• _Exercise requirements_: Go through the data line by line. Copy each one holding the string "Sharif".

• _Data to examine_:

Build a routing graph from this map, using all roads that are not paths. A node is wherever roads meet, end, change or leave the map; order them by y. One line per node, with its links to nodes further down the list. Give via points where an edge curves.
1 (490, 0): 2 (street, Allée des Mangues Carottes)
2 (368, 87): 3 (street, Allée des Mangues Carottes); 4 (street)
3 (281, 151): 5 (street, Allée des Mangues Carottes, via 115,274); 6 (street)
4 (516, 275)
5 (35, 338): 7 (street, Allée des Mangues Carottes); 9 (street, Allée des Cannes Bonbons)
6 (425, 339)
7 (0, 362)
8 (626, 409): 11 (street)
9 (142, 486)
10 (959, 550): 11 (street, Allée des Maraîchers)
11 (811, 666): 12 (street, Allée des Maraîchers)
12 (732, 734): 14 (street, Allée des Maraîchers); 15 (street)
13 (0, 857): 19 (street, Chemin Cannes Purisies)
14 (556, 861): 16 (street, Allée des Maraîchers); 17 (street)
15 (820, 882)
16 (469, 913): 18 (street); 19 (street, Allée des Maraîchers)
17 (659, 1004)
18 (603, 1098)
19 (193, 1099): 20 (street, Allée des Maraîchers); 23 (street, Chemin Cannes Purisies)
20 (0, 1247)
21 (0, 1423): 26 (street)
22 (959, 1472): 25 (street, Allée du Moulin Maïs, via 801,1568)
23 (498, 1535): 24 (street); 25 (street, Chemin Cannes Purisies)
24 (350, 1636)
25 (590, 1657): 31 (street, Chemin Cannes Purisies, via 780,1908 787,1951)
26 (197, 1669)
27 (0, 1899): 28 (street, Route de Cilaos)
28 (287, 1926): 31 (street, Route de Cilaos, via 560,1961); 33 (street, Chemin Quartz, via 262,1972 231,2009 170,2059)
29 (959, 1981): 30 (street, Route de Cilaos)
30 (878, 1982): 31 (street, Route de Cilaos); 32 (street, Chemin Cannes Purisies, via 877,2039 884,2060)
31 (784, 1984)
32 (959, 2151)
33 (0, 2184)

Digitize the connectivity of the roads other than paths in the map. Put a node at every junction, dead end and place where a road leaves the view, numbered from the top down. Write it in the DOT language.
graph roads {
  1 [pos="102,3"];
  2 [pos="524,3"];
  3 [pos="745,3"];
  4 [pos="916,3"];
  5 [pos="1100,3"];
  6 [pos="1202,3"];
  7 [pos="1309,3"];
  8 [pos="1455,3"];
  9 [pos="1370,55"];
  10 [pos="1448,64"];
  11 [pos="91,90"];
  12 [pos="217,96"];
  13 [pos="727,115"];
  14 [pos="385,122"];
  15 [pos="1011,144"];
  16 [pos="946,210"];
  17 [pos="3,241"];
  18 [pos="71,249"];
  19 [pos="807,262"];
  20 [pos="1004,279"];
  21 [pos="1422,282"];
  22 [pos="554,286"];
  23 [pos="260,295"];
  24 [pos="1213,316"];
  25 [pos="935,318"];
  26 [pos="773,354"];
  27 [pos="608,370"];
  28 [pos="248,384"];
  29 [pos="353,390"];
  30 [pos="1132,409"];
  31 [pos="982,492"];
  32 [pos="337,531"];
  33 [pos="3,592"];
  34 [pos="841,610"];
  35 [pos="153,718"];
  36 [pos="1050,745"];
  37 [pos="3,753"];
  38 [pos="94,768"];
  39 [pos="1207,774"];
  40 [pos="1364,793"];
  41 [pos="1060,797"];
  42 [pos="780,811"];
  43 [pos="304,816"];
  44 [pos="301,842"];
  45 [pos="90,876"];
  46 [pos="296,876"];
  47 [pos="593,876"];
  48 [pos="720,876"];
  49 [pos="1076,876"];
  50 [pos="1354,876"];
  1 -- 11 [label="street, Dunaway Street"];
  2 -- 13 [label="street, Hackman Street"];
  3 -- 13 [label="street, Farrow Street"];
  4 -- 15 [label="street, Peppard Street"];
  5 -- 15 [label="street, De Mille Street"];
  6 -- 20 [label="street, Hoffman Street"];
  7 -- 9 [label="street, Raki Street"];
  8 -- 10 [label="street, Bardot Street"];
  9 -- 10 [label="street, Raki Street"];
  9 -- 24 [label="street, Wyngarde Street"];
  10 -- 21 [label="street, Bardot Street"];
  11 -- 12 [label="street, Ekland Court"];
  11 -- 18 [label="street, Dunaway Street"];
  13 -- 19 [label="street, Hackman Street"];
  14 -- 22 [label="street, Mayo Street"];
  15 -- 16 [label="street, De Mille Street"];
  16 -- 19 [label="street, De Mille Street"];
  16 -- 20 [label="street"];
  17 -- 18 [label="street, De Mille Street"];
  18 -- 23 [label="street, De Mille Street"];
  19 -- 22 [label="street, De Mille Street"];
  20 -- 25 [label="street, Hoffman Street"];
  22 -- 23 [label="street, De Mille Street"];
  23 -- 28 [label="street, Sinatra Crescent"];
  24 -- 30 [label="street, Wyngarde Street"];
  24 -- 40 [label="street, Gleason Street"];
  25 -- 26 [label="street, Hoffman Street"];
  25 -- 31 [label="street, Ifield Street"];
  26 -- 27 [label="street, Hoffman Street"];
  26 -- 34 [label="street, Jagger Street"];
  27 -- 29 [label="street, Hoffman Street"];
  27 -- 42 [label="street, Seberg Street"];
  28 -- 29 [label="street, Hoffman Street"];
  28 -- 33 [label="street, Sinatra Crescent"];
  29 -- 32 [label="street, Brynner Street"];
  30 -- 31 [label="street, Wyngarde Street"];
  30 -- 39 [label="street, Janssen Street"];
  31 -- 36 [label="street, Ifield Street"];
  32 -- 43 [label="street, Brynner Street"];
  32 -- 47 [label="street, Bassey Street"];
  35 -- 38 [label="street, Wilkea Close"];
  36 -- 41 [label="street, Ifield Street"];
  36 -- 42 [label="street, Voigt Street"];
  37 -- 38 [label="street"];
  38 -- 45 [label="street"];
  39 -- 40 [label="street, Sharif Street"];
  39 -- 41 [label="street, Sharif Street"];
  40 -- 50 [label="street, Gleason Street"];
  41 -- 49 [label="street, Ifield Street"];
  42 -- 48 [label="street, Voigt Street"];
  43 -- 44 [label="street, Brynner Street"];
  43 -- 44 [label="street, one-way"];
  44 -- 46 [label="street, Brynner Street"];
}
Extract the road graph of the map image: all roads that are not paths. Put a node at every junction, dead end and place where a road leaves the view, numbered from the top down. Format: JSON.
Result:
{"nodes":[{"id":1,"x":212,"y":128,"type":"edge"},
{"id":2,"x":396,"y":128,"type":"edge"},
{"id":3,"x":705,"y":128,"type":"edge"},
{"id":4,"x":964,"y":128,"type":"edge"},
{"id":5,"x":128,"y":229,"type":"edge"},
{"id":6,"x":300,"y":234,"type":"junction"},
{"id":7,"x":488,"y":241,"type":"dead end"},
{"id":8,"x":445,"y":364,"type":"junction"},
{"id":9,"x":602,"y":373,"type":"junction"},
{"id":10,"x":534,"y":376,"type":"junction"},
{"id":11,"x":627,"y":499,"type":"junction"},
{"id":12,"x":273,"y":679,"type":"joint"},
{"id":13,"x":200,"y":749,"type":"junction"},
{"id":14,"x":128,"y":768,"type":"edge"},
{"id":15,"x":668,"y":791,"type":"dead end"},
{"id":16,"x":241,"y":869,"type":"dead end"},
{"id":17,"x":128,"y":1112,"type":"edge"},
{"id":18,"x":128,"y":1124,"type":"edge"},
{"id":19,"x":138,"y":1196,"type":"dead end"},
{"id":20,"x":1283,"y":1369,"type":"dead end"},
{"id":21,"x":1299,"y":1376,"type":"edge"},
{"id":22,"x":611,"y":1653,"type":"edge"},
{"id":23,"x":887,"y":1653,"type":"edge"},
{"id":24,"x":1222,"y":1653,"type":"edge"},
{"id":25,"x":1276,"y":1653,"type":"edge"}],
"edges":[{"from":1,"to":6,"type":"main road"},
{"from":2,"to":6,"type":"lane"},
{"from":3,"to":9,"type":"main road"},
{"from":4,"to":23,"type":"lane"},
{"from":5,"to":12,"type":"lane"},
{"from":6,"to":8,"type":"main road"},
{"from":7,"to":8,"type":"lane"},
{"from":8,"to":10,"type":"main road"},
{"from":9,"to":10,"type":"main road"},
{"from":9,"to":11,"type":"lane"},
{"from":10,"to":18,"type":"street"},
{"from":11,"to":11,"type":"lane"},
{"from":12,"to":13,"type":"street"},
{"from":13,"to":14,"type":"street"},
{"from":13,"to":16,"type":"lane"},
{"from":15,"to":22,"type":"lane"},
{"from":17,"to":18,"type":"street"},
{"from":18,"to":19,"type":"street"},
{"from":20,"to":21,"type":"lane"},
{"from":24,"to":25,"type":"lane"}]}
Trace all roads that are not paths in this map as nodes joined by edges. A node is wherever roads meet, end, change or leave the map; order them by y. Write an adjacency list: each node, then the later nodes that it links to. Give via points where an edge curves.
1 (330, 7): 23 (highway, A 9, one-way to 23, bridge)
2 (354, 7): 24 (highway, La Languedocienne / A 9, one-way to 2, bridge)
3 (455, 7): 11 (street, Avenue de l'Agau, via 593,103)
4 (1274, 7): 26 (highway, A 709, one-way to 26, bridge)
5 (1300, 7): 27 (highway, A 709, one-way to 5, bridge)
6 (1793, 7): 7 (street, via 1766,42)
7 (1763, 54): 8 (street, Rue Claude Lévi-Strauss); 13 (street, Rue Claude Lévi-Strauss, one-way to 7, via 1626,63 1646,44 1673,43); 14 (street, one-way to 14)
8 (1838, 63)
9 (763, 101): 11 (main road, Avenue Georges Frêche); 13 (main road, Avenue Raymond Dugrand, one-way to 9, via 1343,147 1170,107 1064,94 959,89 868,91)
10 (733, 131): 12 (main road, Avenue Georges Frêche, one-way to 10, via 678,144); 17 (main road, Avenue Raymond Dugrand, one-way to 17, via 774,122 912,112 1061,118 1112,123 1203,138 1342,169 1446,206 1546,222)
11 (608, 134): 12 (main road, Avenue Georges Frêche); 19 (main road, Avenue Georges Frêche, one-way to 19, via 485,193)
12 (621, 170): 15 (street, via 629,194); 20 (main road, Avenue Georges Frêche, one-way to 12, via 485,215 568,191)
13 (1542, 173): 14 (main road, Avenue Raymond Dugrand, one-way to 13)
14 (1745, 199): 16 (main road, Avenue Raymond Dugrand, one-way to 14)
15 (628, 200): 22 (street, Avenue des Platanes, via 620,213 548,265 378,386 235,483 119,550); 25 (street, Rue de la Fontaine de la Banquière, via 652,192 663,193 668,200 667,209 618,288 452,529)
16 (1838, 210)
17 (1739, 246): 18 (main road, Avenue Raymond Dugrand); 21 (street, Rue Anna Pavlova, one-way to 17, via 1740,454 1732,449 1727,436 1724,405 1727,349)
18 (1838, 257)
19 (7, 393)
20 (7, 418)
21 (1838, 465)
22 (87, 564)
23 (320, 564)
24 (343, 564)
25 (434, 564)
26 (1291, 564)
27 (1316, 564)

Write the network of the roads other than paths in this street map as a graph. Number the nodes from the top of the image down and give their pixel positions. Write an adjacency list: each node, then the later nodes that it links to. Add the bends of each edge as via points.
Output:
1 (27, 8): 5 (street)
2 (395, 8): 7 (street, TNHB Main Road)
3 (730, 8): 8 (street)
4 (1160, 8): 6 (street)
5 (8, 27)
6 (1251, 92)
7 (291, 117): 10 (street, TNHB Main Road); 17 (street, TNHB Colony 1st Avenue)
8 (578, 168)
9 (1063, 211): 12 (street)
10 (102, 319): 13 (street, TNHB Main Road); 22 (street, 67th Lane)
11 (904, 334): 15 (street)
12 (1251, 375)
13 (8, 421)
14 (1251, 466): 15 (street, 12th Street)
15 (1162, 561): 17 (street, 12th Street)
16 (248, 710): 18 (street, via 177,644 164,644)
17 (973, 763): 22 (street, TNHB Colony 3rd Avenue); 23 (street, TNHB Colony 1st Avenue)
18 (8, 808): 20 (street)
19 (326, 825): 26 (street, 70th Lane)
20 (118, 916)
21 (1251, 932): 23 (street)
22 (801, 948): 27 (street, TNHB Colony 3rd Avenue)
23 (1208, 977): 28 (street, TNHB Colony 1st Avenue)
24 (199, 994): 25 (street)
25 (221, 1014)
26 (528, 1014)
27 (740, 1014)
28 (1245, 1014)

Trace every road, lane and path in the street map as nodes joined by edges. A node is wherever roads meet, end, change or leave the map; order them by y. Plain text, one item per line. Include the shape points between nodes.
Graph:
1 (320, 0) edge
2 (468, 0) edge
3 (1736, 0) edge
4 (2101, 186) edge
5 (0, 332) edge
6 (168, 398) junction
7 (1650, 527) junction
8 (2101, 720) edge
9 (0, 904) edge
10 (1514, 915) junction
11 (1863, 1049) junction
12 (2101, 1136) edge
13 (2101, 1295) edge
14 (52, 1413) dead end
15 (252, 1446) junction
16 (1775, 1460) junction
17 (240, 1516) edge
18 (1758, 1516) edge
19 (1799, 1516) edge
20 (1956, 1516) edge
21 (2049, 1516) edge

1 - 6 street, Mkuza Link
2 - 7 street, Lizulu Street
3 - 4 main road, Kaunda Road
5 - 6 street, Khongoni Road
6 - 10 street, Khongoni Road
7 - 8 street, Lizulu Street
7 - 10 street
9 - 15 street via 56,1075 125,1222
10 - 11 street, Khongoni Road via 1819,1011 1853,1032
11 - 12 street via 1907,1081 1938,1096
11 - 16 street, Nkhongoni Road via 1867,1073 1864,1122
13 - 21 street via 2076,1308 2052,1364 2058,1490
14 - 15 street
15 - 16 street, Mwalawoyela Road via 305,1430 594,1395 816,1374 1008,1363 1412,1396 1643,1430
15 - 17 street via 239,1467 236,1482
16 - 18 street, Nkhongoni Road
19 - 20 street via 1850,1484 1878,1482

• _Finished exercise_:
  39 -- 40 [label="street, Sharif Street"];
  39 -- 41 [label="street, Sharif Street"];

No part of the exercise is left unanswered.